Abstract

ABSTRACT Background To compare the analgesic effects of thoracic paravertebral block versus lidocaine infusion for management of post-thoracotomy pain. Methods 60 patients who were scheduled for thoracotomy were randomly divided into two equal groups: IV group received 1.5 mg/kg of 1% lidocaine over 10 min then infusion of 1.5 mg/kg/h, and thoracic paravertebral group (PVB) received 10 ml lidocaine 1% over 30 s then infusion of 1.5 mg/kg/h through catheter was inserted under ultrasound guidance. Hemodynamic and respiratory variables, frequency and duration of postoperative mechanical ventilation, duration of ICU stay, time till start of respiratory exercise and till chest tube removal, analgesia was assessed using 100-point visual analogue scale and defined as VAS <30 mm at rest, and in case of inadequate analgesia, IV morphine 2 mg bolus was given. Frequencies of complications and postoperative hospital stay were also recorded. Results 17 patients of both groups were maintained on MV for mean duration of 1.5 ± 0.5 days.

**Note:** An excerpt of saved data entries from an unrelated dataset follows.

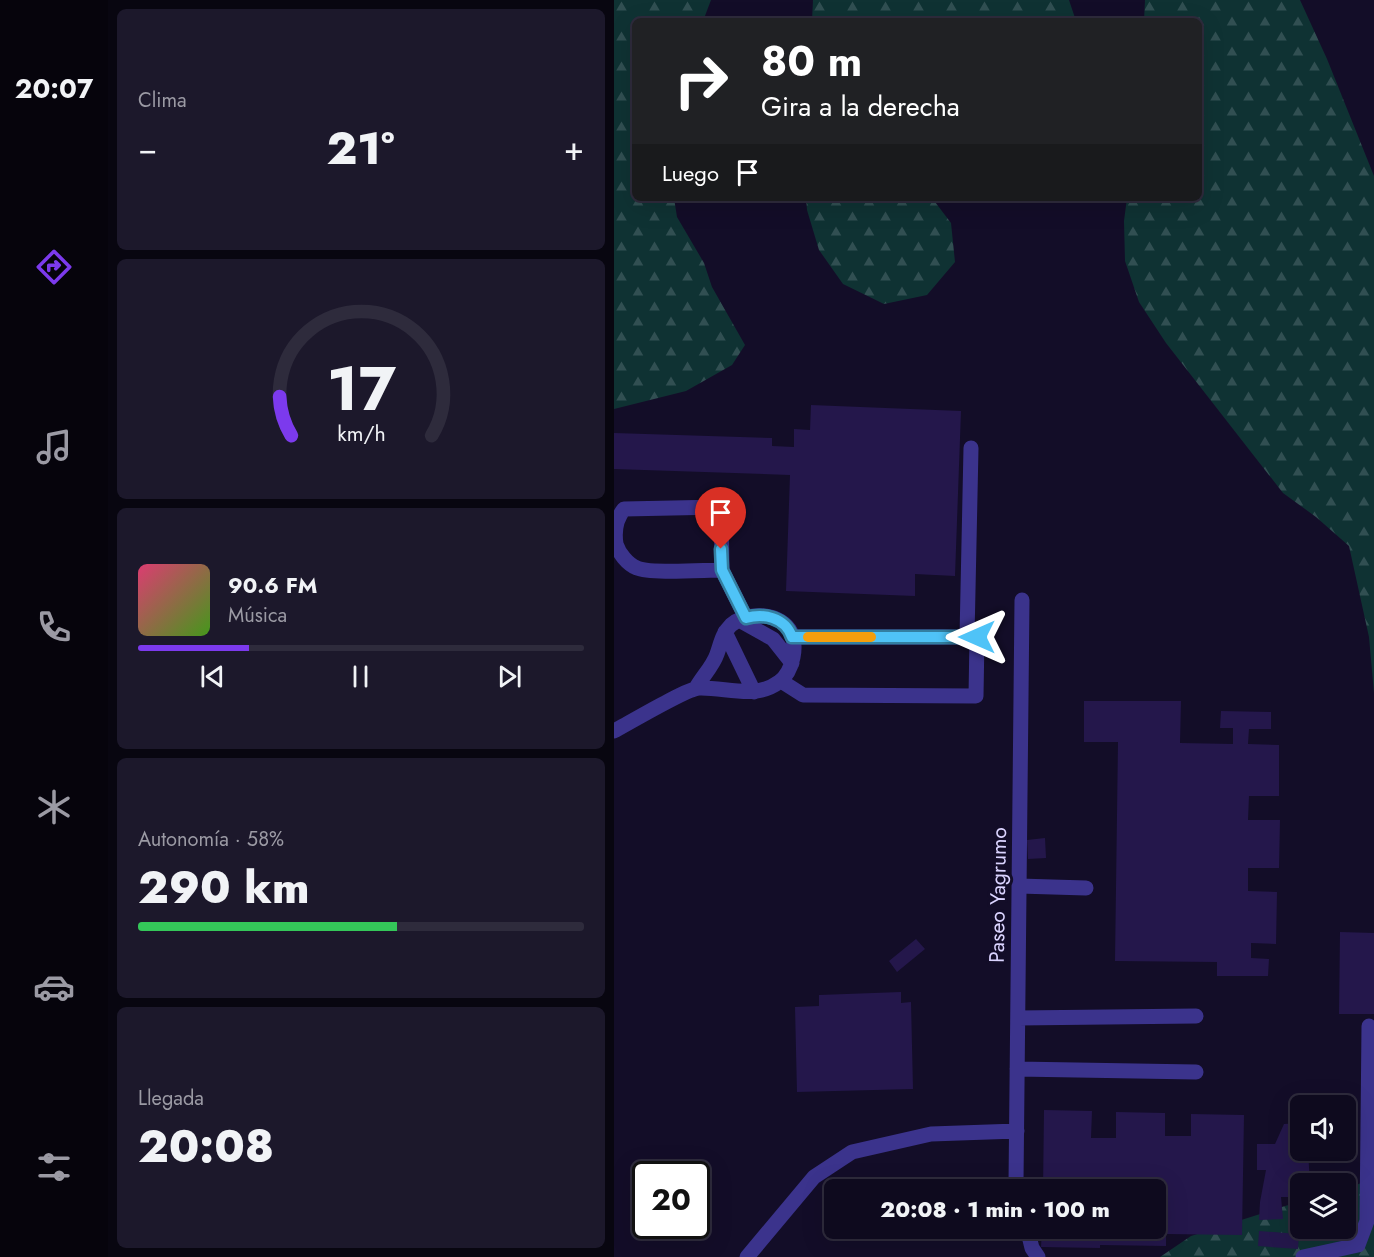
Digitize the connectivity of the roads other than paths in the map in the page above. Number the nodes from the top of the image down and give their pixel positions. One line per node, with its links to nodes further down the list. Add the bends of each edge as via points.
1 (971, 448): 7 (street)
2 (722, 570): 2 (street, via 721,507 624,509 617,519 614,538 618,551 637,568); 4 (street)
3 (1022, 600): 13 (street, Paseo Yagrumo)
4 (742, 619): 5 (street); 6 (street, via 755,615 770,617 782,623); 8 (street, via 773,639)
5 (725, 632): 10 (street, via 717,654); 11 (street)
6 (792, 637): 7 (street); 8 (street)
7 (967, 637): 9 (street, via 977,637 976,696 803,695)
8 (792, 663): 9 (street)
9 (781, 681): 11 (street)
10 (696, 688): 11 (street); 12 (street)
11 (754, 692)
12 (614, 731)
13 (1019, 886): 14 (street); 16 (street, Paseo Yagrumo)
14 (1086, 888)
15 (1196, 1016): 16 (street)
16 (1018, 1018): 18 (street, Paseo Yagrumo)
17 (1369, 1026): 25 (street, via 1367,1221 1358,1245)
18 (1017, 1069): 19 (street); 20 (street, Paseo Yagrumo)
19 (1196, 1072)
20 (1017, 1131): 21 (street, Paseo Yagrumo); 23 (street, via 930,1134 852,1152 814,1177)
21 (1016, 1179)
22 (1030, 1239): 24 (street)
23 (747, 1257)
24 (1038, 1257)
25 (1303, 1257)

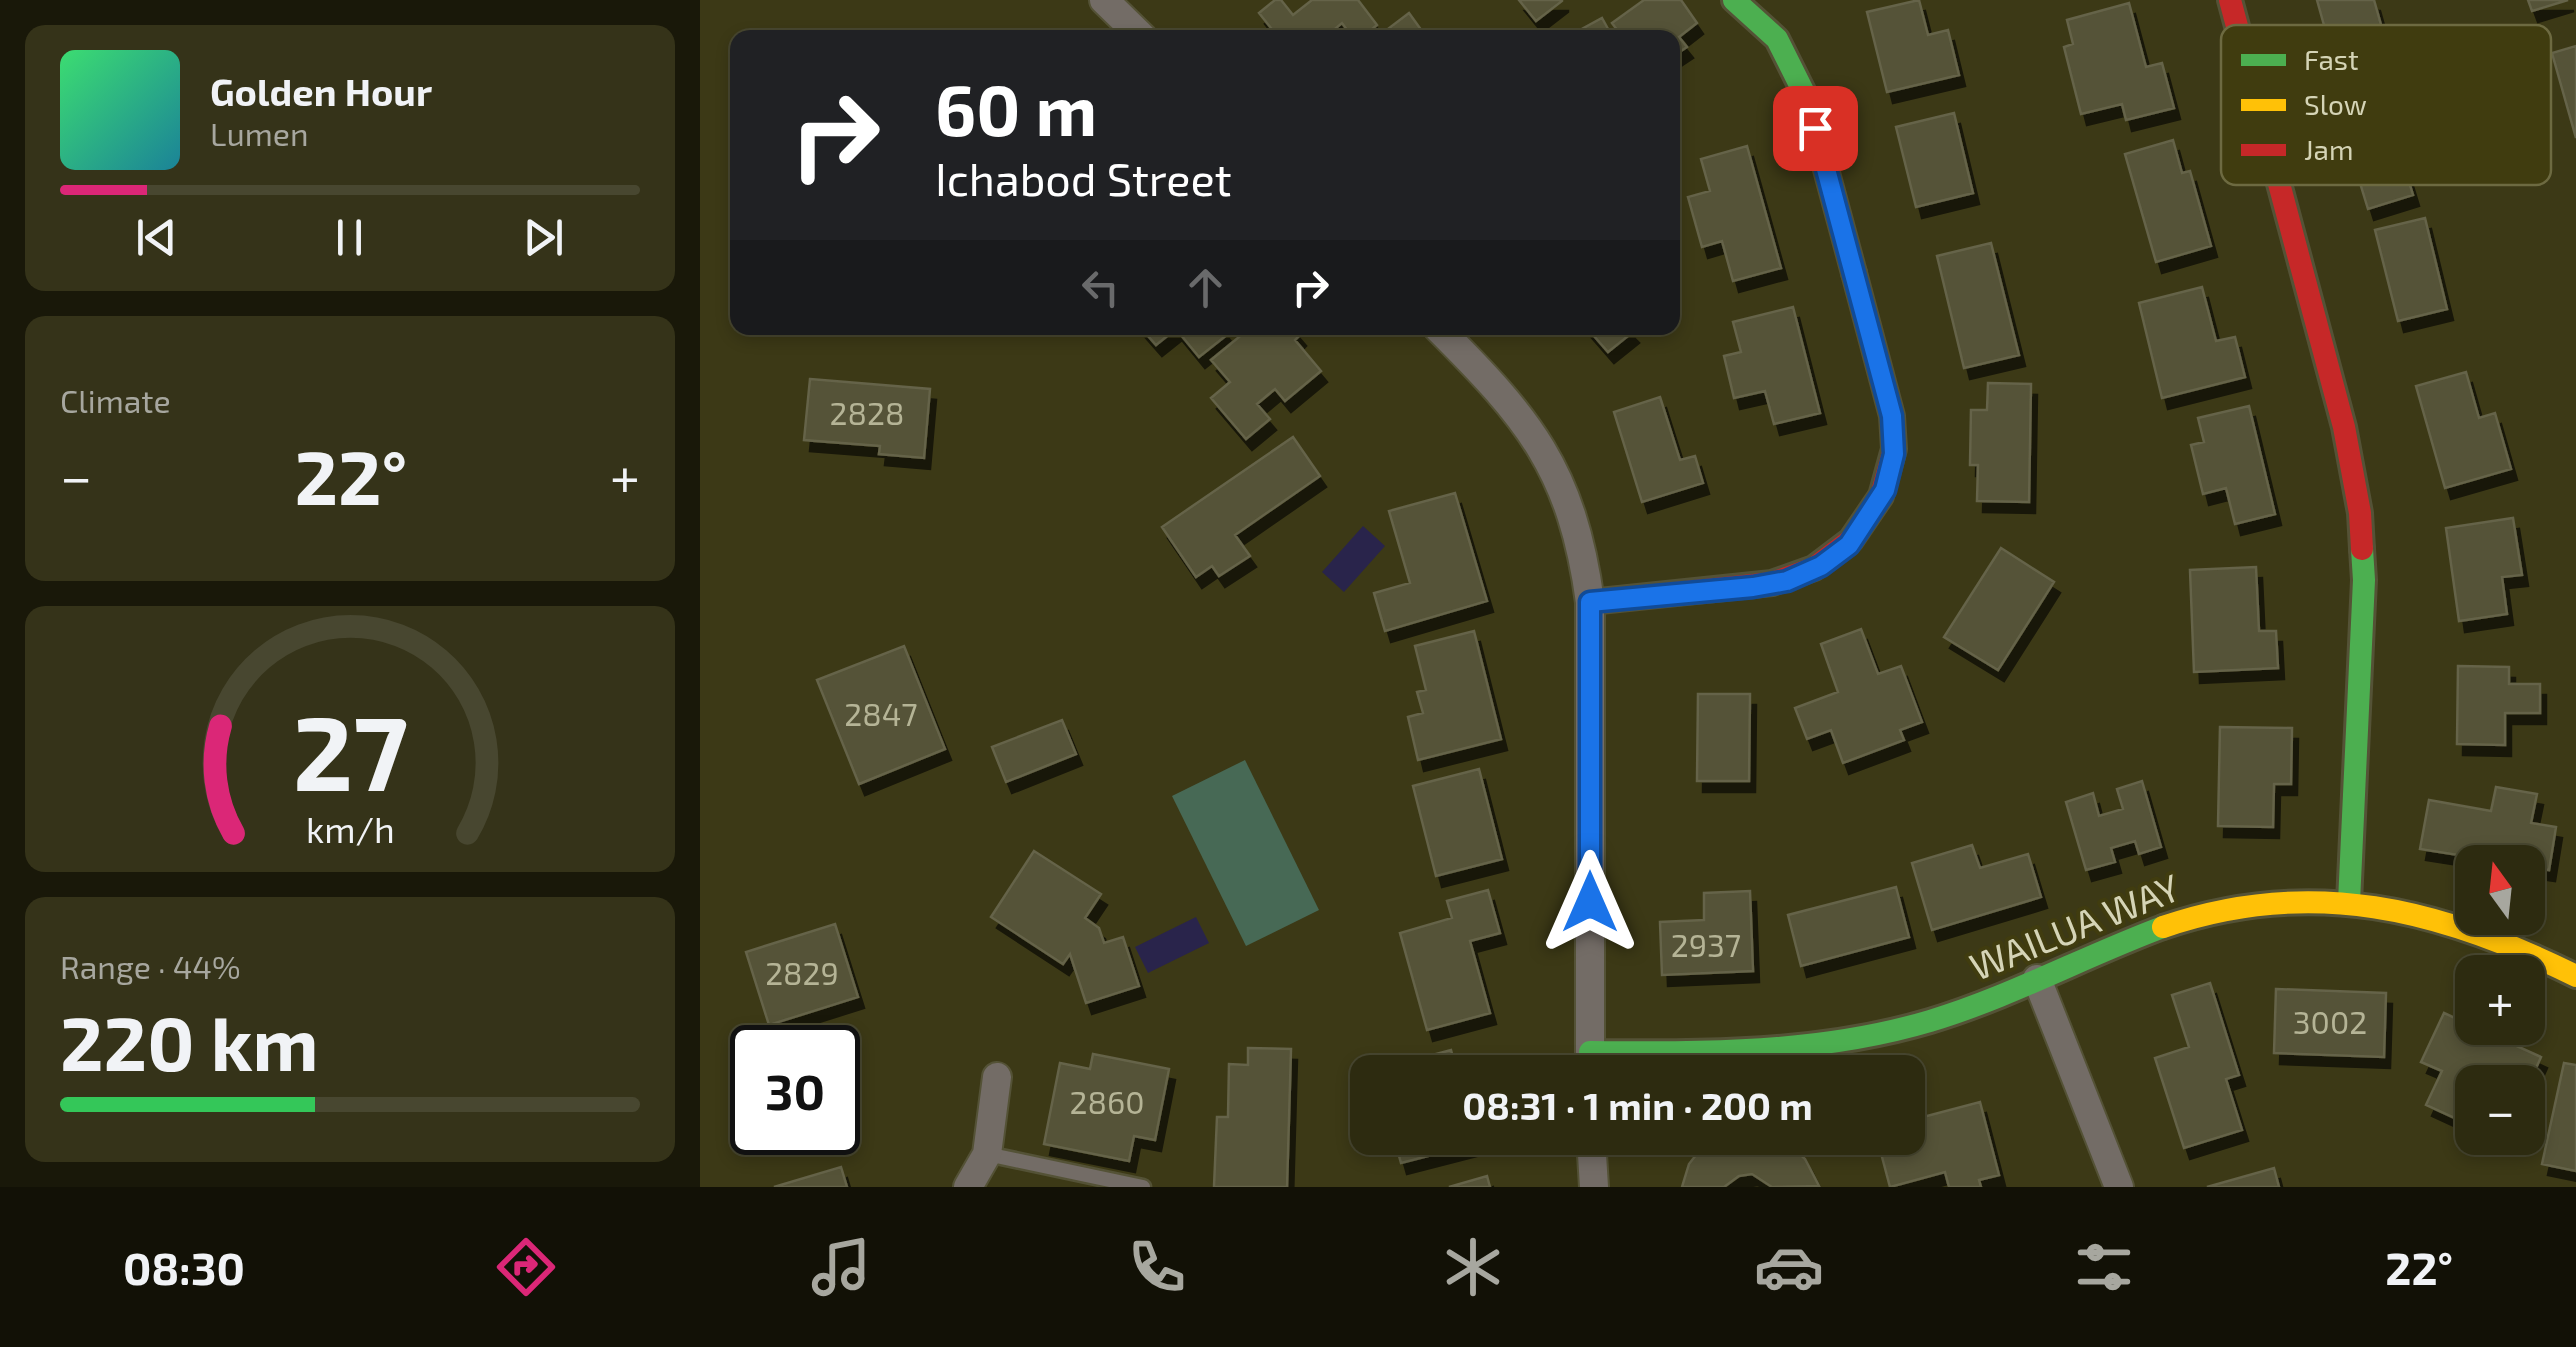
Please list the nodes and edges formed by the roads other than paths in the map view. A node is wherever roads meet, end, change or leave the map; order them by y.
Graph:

PVB group was successfully weaned from MV and extubated after significantly shorter duration. Mean duration of ICU stay, time till start of respiratory exercise, and till removal of chest tube were significantly shorter in PVB group. All patients requested analgesia, but the frequency of consumption and mean number of requests were significantly higher in IV group. VAS scores determined at 1, 2, 12, 36 and cumulative 48 hours were significantly lower in PVB group compared to IV group. Conclusion Ultrasound guidance allowed safe paravertebral space catheterization. PVB using continuous lidocaine infusion provided adequate analgesia for post-thoracotomy pain with significant reduction of rescue analgesia, shorter time till respiratory exercises start, minimal complications and shorter hospital stay.